Repeat the entries word for word. Leave nothing out.
*** Exercise data Section Begins ***
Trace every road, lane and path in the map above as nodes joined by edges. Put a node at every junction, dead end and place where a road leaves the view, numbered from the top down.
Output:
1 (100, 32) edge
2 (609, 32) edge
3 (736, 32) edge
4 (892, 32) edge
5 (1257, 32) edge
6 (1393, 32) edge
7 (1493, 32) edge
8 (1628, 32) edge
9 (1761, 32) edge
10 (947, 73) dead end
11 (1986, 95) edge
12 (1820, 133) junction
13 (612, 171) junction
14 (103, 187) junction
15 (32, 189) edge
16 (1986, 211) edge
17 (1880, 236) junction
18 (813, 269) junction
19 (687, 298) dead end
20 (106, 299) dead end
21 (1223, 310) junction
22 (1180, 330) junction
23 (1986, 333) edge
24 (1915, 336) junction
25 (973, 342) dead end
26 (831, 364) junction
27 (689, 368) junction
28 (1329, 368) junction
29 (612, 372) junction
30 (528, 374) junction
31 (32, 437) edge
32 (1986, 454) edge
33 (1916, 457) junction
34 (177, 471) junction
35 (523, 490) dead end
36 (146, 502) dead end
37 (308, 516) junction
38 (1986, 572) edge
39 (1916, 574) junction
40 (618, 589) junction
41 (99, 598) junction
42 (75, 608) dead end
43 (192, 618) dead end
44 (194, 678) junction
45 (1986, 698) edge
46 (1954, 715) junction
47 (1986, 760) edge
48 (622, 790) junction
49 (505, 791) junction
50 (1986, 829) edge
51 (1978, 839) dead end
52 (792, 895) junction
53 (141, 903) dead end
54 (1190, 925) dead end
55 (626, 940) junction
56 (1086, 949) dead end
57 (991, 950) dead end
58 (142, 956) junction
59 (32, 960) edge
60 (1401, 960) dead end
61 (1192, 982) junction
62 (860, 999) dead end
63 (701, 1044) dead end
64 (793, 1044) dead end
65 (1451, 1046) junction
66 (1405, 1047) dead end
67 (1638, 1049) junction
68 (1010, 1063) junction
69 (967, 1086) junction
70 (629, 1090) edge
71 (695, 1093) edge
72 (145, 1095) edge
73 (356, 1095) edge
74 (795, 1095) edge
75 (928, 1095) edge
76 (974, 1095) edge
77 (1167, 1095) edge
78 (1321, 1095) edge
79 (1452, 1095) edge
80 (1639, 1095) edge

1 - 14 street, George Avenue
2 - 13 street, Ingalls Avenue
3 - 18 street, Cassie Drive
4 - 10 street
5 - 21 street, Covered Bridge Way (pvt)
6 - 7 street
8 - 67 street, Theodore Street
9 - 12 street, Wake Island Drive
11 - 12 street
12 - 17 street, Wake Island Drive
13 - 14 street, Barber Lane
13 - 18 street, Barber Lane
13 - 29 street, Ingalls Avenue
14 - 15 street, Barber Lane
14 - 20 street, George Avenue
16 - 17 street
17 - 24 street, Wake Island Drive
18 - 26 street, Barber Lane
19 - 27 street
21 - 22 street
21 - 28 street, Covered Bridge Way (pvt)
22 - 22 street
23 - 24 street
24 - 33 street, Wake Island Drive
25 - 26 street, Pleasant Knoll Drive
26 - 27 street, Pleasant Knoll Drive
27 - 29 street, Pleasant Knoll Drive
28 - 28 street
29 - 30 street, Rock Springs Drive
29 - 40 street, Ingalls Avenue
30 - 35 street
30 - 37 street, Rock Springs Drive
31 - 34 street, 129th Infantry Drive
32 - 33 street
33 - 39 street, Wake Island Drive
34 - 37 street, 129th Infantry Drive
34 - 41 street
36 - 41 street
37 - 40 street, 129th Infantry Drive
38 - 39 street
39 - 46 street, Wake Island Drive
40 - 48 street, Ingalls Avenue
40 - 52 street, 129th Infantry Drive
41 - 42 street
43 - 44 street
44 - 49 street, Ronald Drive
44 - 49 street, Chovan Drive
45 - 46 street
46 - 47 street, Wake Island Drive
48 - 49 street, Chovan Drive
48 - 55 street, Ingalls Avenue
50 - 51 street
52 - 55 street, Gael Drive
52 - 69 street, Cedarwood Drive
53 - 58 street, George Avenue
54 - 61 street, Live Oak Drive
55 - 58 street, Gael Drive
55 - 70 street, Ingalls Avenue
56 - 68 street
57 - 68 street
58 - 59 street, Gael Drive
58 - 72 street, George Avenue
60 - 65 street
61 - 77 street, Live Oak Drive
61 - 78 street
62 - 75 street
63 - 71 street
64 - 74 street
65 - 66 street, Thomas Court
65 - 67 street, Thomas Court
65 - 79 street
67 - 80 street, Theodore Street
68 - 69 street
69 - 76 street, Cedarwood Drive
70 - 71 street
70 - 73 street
*** Exercise data Section Ends ***
_Output of the task_:
Trace every road, lane and path in the map above as nodes joined by edges. Put a node at every junction, dead end and place where a road leaves the view, numbered from the top down.
Output:
1 (100, 32) edge
2 (609, 32) edge
3 (736, 32) edge
4 (892, 32) edge
5 (1257, 32) edge
6 (1393, 32) edge
7 (1493, 32) edge
8 (1628, 32) edge
9 (1761, 32) edge
10 (947, 73) dead end
11 (1986, 95) edge
12 (1820, 133) junction
13 (612, 171) junction
14 (103, 187) junction
15 (32, 189) edge
16 (1986, 211) edge
17 (1880, 236) junction
18 (813, 269) junction
19 (687, 298) dead end
20 (106, 299) dead end
21 (1223, 310) junction
22 (1180, 330) junction
23 (1986, 333) edge
24 (1915, 336) junction
25 (973, 342) dead end
26 (831, 364) junction
27 (689, 368) junction
28 (1329, 368) junction
29 (612, 372) junction
30 (528, 374) junction
31 (32, 437) edge
32 (1986, 454) edge
33 (1916, 457) junction
34 (177, 471) junction
35 (523, 490) dead end
36 (146, 502) dead end
37 (308, 516) junction
38 (1986, 572) edge
39 (1916, 574) junction
40 (618, 589) junction
41 (99, 598) junction
42 (75, 608) dead end
43 (192, 618) dead end
44 (194, 678) junction
45 (1986, 698) edge
46 (1954, 715) junction
47 (1986, 760) edge
48 (622, 790) junction
49 (505, 791) junction
50 (1986, 829) edge
51 (1978, 839) dead end
52 (792, 895) junction
53 (141, 903) dead end
54 (1190, 925) dead end
55 (626, 940) junction
56 (1086, 949) dead end
57 (991, 950) dead end
58 (142, 956) junction
59 (32, 960) edge
60 (1401, 960) dead end
61 (1192, 982) junction
62 (860, 999) dead end
63 (701, 1044) dead end
64 (793, 1044) dead end
65 (1451, 1046) junction
66 (1405, 1047) dead end
67 (1638, 1049) junction
68 (1010, 1063) junction
69 (967, 1086) junction
70 (629, 1090) edge
71 (695, 1093) edge
72 (145, 1095) edge
73 (356, 1095) edge
74 (795, 1095) edge
75 (928, 1095) edge
76 (974, 1095) edge
77 (1167, 1095) edge
78 (1321, 1095) edge
79 (1452, 1095) edge
80 (1639, 1095) edge

1 - 14 street, George Avenue
2 - 13 street, Ingalls Avenue
3 - 18 street, Cassie Drive
4 - 10 street
5 - 21 street, Covered Bridge Way (pvt)
6 - 7 street
8 - 67 street, Theodore Street
9 - 12 street, Wake Island Drive
11 - 12 street
12 - 17 street, Wake Island Drive
13 - 14 street, Barber Lane
13 - 18 street, Barber Lane
13 - 29 street, Ingalls Avenue
14 - 15 street, Barber Lane
14 - 20 street, George Avenue
16 - 17 street
17 - 24 street, Wake Island Drive
18 - 26 street, Barber Lane
19 - 27 street
21 - 22 street
21 - 28 street, Covered Bridge Way (pvt)
22 - 22 street
23 - 24 street
24 - 33 street, Wake Island Drive
25 - 26 street, Pleasant Knoll Drive
26 - 27 street, Pleasant Knoll Drive
27 - 29 street, Pleasant Knoll Drive
28 - 28 street
29 - 30 street, Rock Springs Drive
29 - 40 street, Ingalls Avenue
30 - 35 street
30 - 37 street, Rock Springs Drive
31 - 34 street, 129th Infantry Drive
32 - 33 street
33 - 39 street, Wake Island Drive
34 - 37 street, 129th Infantry Drive
34 - 41 street
36 - 41 street
37 - 40 street, 129th Infantry Drive
38 - 39 street
39 - 46 street, Wake Island Drive
40 - 48 street, Ingalls Avenue
40 - 52 street, 129th Infantry Drive
41 - 42 street
43 - 44 street
44 - 49 street, Ronald Drive
44 - 49 street, Chovan Drive
45 - 46 street
46 - 47 street, Wake Island Drive
48 - 49 street, Chovan Drive
48 - 55 street, Ingalls Avenue
50 - 51 street
52 - 55 street, Gael Drive
52 - 69 street, Cedarwood Drive
53 - 58 street, George Avenue
54 - 61 street, Live Oak Drive
55 - 58 street, Gael Drive
55 - 70 street, Ingalls Avenue
56 - 68 street
57 - 68 street
58 - 59 street, Gael Drive
58 - 72 street, George Avenue
60 - 65 street
61 - 77 street, Live Oak Drive
61 - 78 street
62 - 75 street
63 - 71 street
64 - 74 street
65 - 66 street, Thomas Court
65 - 67 street, Thomas Court
65 - 79 street
67 - 80 street, Theodore Street
68 - 69 street
69 - 76 street, Cedarwood Drive
70 - 71 street
70 - 73 street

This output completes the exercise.